И.М.: Но с другой стороны, Леонид Иванович, я с раннего детства слышала и чуть ли не в «Пионерской правде» читала именно о «холодной войне».
Л.Ш.: Да, но все равно никто не воспринимал
И.М.: Наверно, война должна пахнуть порохом!
Л.Ш.: И должен быть запах смерти — очевидной, явной. И должно быть явное насилие, вооруженное причем. Ведь мы всегда говорили, что война это есть вооруженная борьба. И оружие в такой борьбе — материальное. А сейчас оружие информационное, оно другое. И человек верующий, наверное, скорее может это понять, потому что в Библии много говорится именно об этих диавольских способах ведения войны, информационных, так сказать, воздействиях на человека.
И.М.: Есть знаменитое высказывание апостола Павла: «Мы воюем не против плоти и крови, а против духов злобы поднебесных». Но он, естественно, имел в виду «ответные удары».
Л.Ш.: Совершенно верно! Сейчас, кстати говоря, верующих больше, чем в то время, время «холодной войны». Эх, если бы они возвысились своим сознанием, а потом спустились бы на эту грешную землю! И тогда поняли бы, что такое сегодняшняя война.
И.М.: Вы хотите сказать, если бы они свои духовные знания, свою духовную интуицию спроецировали на реальность?
Л.Ш. Совершенно верно. Кстати, информационную войну как таковую сложно отделить от других типов войны, поскольку она и там присутствует. Сложно отделить от вооруженной борьбы, от экономической войны, от дипломатической и так далее. Информационная война присутствует вроде бы везде, но вместе с тем она является самостоятельной, и она самостоятельно может решать те задачи, которые перед ней ставятся.
И.М.: То есть она может быть сопутствующим фактором, а может быть основным и определяющим.
Л.Ш.: Да, может быть определяющим, может иметь самостоятельные задачи, как это было в «холодной войне». Кстати, в Америке в 2008 году, 60 лет спустя, была опубликована американская директива внешней политики 1948 года, где эта составляющая информационной войны против России прописана черным по белому. У меня есть этот документ, я его читал.
И.М.: Леонид Иванович, может быть, они его потому и рассекретили, что у них появились другие способы ведения информационной войны, которые они сейчас применяют?
Л.Ш.: Несомненно. Информационная война, как и любое явление, развивается, не стоит на месте. Когда-то у нас информационной войной считали радиоэлектронную борьбу.
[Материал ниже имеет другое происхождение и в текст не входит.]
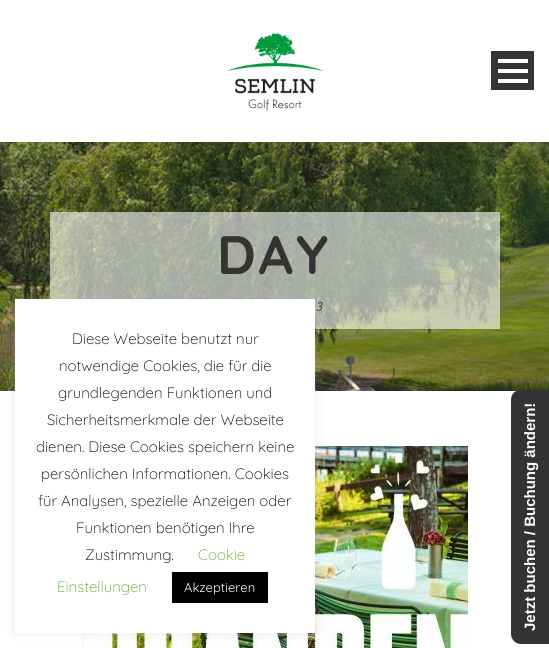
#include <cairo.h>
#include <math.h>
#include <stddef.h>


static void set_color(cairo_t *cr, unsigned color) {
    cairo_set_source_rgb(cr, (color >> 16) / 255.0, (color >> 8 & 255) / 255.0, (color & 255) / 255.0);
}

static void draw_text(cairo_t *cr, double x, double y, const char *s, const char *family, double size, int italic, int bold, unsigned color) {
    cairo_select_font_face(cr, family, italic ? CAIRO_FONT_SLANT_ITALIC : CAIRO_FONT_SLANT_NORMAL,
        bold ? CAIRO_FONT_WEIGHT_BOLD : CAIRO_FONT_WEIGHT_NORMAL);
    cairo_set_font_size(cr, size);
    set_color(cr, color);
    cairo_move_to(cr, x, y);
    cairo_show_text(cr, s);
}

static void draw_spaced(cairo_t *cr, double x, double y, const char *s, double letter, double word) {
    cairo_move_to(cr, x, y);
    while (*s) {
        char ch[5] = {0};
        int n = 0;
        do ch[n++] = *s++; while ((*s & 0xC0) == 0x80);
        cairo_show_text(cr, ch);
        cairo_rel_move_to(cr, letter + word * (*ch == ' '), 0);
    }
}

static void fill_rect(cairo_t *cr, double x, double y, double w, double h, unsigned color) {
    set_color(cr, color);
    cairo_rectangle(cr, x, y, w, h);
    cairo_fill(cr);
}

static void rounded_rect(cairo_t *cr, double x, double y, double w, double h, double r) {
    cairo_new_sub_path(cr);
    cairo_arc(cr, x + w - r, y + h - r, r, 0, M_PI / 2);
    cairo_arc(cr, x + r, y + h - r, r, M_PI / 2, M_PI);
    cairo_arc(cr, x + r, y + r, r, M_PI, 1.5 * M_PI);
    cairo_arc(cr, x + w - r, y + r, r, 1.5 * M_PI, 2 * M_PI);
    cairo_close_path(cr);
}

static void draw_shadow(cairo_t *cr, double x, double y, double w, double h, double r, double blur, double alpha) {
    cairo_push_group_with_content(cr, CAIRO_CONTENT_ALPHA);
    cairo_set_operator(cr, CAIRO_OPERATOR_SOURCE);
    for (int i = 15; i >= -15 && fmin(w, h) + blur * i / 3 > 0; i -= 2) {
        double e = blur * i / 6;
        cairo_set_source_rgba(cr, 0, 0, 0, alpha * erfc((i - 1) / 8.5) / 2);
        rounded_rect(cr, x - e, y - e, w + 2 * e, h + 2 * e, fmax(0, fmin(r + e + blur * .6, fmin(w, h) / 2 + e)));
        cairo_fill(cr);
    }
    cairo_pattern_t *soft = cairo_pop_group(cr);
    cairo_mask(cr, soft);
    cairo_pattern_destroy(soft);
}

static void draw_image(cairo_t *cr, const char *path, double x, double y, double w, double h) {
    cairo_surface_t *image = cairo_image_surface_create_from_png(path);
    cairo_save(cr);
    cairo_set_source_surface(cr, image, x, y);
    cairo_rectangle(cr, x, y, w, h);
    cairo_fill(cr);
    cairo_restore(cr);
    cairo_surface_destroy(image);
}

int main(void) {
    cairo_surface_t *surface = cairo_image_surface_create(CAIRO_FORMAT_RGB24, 549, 648);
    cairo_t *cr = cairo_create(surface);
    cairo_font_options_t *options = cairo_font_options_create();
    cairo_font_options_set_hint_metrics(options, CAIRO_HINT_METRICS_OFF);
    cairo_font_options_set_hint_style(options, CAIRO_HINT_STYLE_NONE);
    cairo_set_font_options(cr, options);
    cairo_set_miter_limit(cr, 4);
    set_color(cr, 0xFFFFFF);
    cairo_paint(cr);
    draw_image(cr, "assets/img1.png", 227, 33, 96, 78);
    fill_rect(cr, 491, 51, 43, 39, 0x353535);
    fill_rect(cr, 498, 79, 30, 4, 0xFFFFFF);
    fill_rect(cr, 498, 69, 30, 4, 0xFFFFFF);
    fill_rect(cr, 498, 59, 30, 4, 0xFFFFFF);
    draw_image(cr, "assets/img2.png", 0, 142, 549, 249);
    cairo_set_source_rgba(cr, 1, 1, 1, 0.6);
    cairo_rectangle(cr, 50, 212, 450, 117);
    cairo_fill(cr);
    cairo_select_font_face(cr, "Quicksand", CAIRO_FONT_SLANT_NORMAL, CAIRO_FONT_WEIGHT_BOLD);
    cairo_set_font_size(cr, 54);
    set_color(cr, 0x333333);
    draw_spaced(cr, 217, 274, "DAY", 3, 0);
    cairo_select_font_face(cr, "Zilla Slab", CAIRO_FONT_SLANT_ITALIC, CAIRO_FONT_WEIGHT_NORMAL);
    cairo_set_font_size(cr, 13);
    draw_spaced(cr, 316, 309, "3", 1, 0);
    draw_image(cr, "assets/img3.png", 82, 446, 386, 202);
    set_color(cr, 0xACABAB);
    draw_shadow(cr, 15, 298, 300, 334, 0, 5, 0.3);
    fill_rect(cr, 15, 299, 300, 334, 0xFFFFFF);
    draw_text(cr, 72, 344, "Diese Webseite benutzt nur", "Quicksand Light", 15, 0, 0, 0x000000);
    draw_text(cr, 59, 371, "notwendige Cookies, die für die", "Quicksand Light", 15, 0, 0, 0x000000);
    draw_text(cr, 58, 398, "grundlegenden Funktionen und", "Quicksand Light", 15, 0, 0, 0x000000);
    draw_text(cr, 47, 425, "Sicherheitsmerkmale der Webseite", "Quicksand Light", 15, 0, 0, 0x000000);
    draw_text(cr, 36, 452, "dienen. Diese Cookies speichern keine", "Quicksand Light", 15, 0, 0, 0x000000);
    draw_text(cr, 41, 479, "persönlichen Informationen. Cookies", "Quicksand Light", 15, 0, 0, 0x000000);
    draw_text(cr, 38, 506, "für Analysen, spezielle Anzeigen oder", "Quicksand Light", 15, 0, 0, 0x000000);
    draw_text(cr, 76, 533, "Funktionen benötigen Ihre", "Quicksand Light", 15, 0, 0, 0x000000);
    draw_text(cr, 85, 560, "Zustimmung.", "Quicksand Light", 15, 0, 0, 0x000000);
    draw_text(cr, 198, 560, "Cookie", "Quicksand Light", 15, 0, 0, 0x62A329);
    draw_text(cr, 57, 592, "Einstellungen", "Quicksand Light", 15, 0, 0, 0x62A329);
    fill_rect(cr, 172, 572, 96, 31, 0x000000);
    draw_text(cr, 184, 592, "Akzeptieren", "Quicksand", 13, 0, 0, 0xFFFFFF);
    set_color(cr, 0x333333);
    cairo_new_path(cr);
    cairo_move_to(cr, 511, 634);
    cairo_line_to(cr, 511, 400);
    cairo_curve_to(cr, 511, 394, 515, 390, 521, 390);
    cairo_line_to(cr, 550, 390);
    cairo_line_to(cr, 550, 644);
    cairo_line_to(cr, 521, 644);
    cairo_curve_to(cr, 515, 644, 511, 639, 511, 634);
    cairo_close_path(cr);
    cairo_fill(cr);
    cairo_save(cr);
    cairo_translate(cr, 535, 631);
    cairo_rotate(cr, -90 * M_PI / 180);
    draw_text(cr, 0, 0, "Jetzt buchen / Buchung ändern!", "Liberation Sans", 15, 0, 1, 0xFFFFFF);
    cairo_restore(cr);
    cairo_surface_write_to_png(surface, "output.png");
    cairo_font_options_destroy(options);
    cairo_destroy(cr);
    cairo_surface_destroy(surface);
    return 0;
}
Тогда у военных были всякие глушилки, была радиомаскировка и т. д. Потом появились средства массовой информации, появились другие средства борьбы, виртуальные. А сейчас информационная война уже глобальна, и естественно, что она меняет свое обличие. Еще Клаузевиц говорил, что война меняет свое обличие, сравнивал ее с хамелеоном. Сейчас новые технологии появились, виртуальное пространство используется. Появилась возможность у миллионов людей общаться друг с другом, воздействовать друг на друга и так далее. И это далеко не всегда воспринимается как информационная война, у которой соответствующие законы. Вот, допустим, российско-грузинская пятидневная война, которая недавно была…
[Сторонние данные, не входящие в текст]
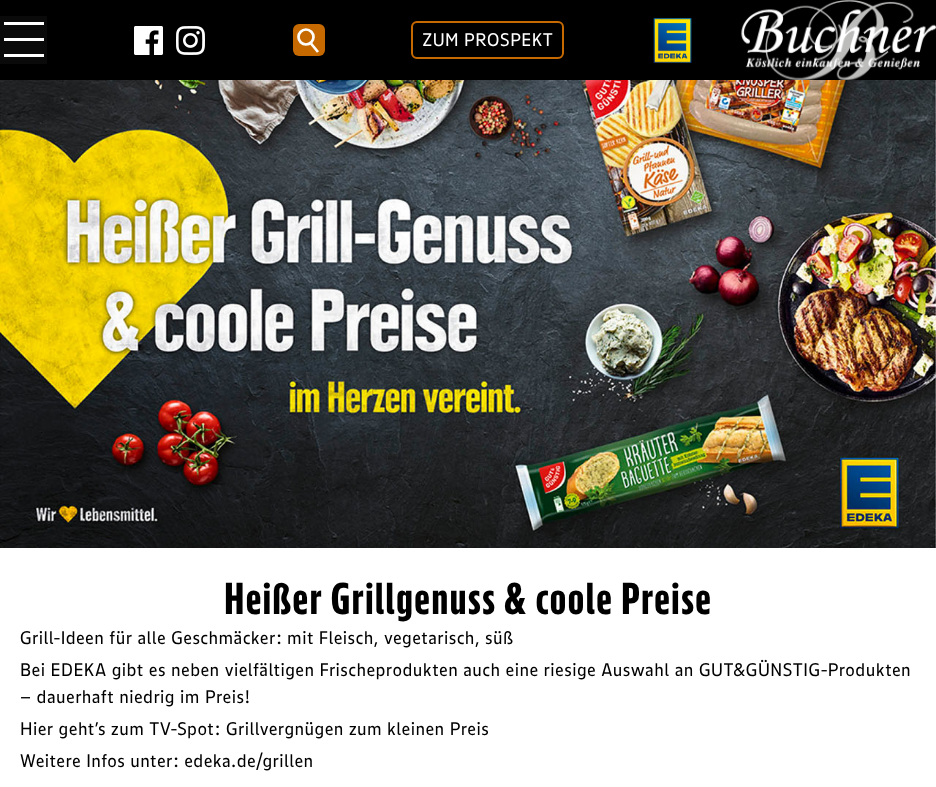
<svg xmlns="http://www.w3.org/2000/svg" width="936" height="787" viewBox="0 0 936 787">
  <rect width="100%" height="100%" fill="#fff"/>
  <path d="M0 0h936v80H0z" fill="#000"/>
  <path d="M0 16h47v48H0z" fill="#0a0a0a"/>
  <path d="M4 22h40v3H4z" fill="#fff"/>
  <path d="M4 38h40v3H4z" fill="#fff"/>
  <path d="M4 54h40v3H4z" fill="#fff"/>
  <image x="134" y="26" width="29" height="29" href="img/1.png"/>
  <image x="176" y="26" width="29" height="29" href="img/2.png"/>
  <rect x="293" y="24" width="32" height="32" rx="6" fill="#c66a00"/>
  <circle cx="306" cy="37" r="7.5" fill="none" stroke="#fff" stroke-width="2.7"/>
  <path d="M311 43.5L318 52" fill="none" stroke="#fff" stroke-width="2.7"/>
  <rect x="412" y="22" width="151" height="36" rx="5" fill="none" stroke="#c66a00" stroke-width="2"/>
  <image x="653" y="18" width="39" height="45" href="img/3.png"/>
  <image x="741" y="0" width="195" height="80" href="img/4.png"/>
  <image x="0" y="80" width="936" height="468" href="img/5.png"/>
  <text x="422" y="46" font-family="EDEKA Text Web" font-size="18" letter-spacing="0.45" fill="#fff">ZUM PROSPEKT</text>
  <text x="224" y="614" font-family="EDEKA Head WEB" font-size="44" font-weight="900" letter-spacing="1.1" fill="#000">Heißer Grillgenuss &amp; coole Preise</text>
  <g font-family="EDEKA Text Web" font-size="18" letter-spacing="0.45" fill="#000">
    <text x="20" y="644">Grill-Ideen für alle Geschmäcker: mit Fleisch, vegetarisch, süß</text>
    <text x="20" y="676">Bei EDEKA gibt es neben vielfältigen Frischeprodukten auch eine riesige Auswahl an GUT&amp;GÜNSTIG-Produkten</text>
    <text x="20" y="703">– dauerhaft niedrig im Preis!</text>
    <text x="20" y="735">Hier geht’s zum TV-Spot:</text>
    <text x="226" y="735">Grillvergnügen zum kleinen Preis</text>
    <text x="20" y="767">Weitere Infos unter: edeka.de/grillen</text>
  </g>
</svg>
И.М.: Только она называется грузино-осетинской.
Л.Ш.: Ну, она так называется, а фактически это российско-грузинская война. В военно-боевом отношении мы к этой войне были готовы. И саму военную операцию провели блестяще, я считаю.
И.М.: То есть армия наша не
так разрушена, как принято считать?Л.Ш.: Ну, может быть, мы иногда выигрываем за счет морального духа, за счет нашей стойкости. И в этой войне, конечно, сыграл роль моральный дух, «ярость благородная». Допустить, когда твоих миротворцев, солдат убивают… Там, конечно, были и ошибки определенные, и потери, которых, наверное, можно было избежать. Но это уже другой разговор, другая тема. А в целом военная операция была проведена хорошо.
Но что касается информационной составляющей, информационной войны, то мы к ней оказались абсолютно не готовы. Да мы к ней и не готовились. И это странно, ведь Саакашвили постоянно говорил: я буду воевать, буду воевать. И постоянно вел информационную войну, постоянно готовил мировое общественное сознание к войне вооруженной. Ведь не случайно же на территории Грузии вдруг сбивали какую-то ракету, которой на самом деле не было. На территории Грузии вдруг появляются какие-то беспилотные самолеты. Или вдруг у наших десантников находили какие-то вещи, не дозволенные для провоза. Скажем, ракеты ПВО. Это все нагнеталось для того, чтобы сформировать в западном сознании образ России как агрессора.
И.М.: А я иногда думаю, что это нам в конечном итоге сыграло на руку. Может быть, сегодняшнему Западу полезно нас хоть немножко бояться?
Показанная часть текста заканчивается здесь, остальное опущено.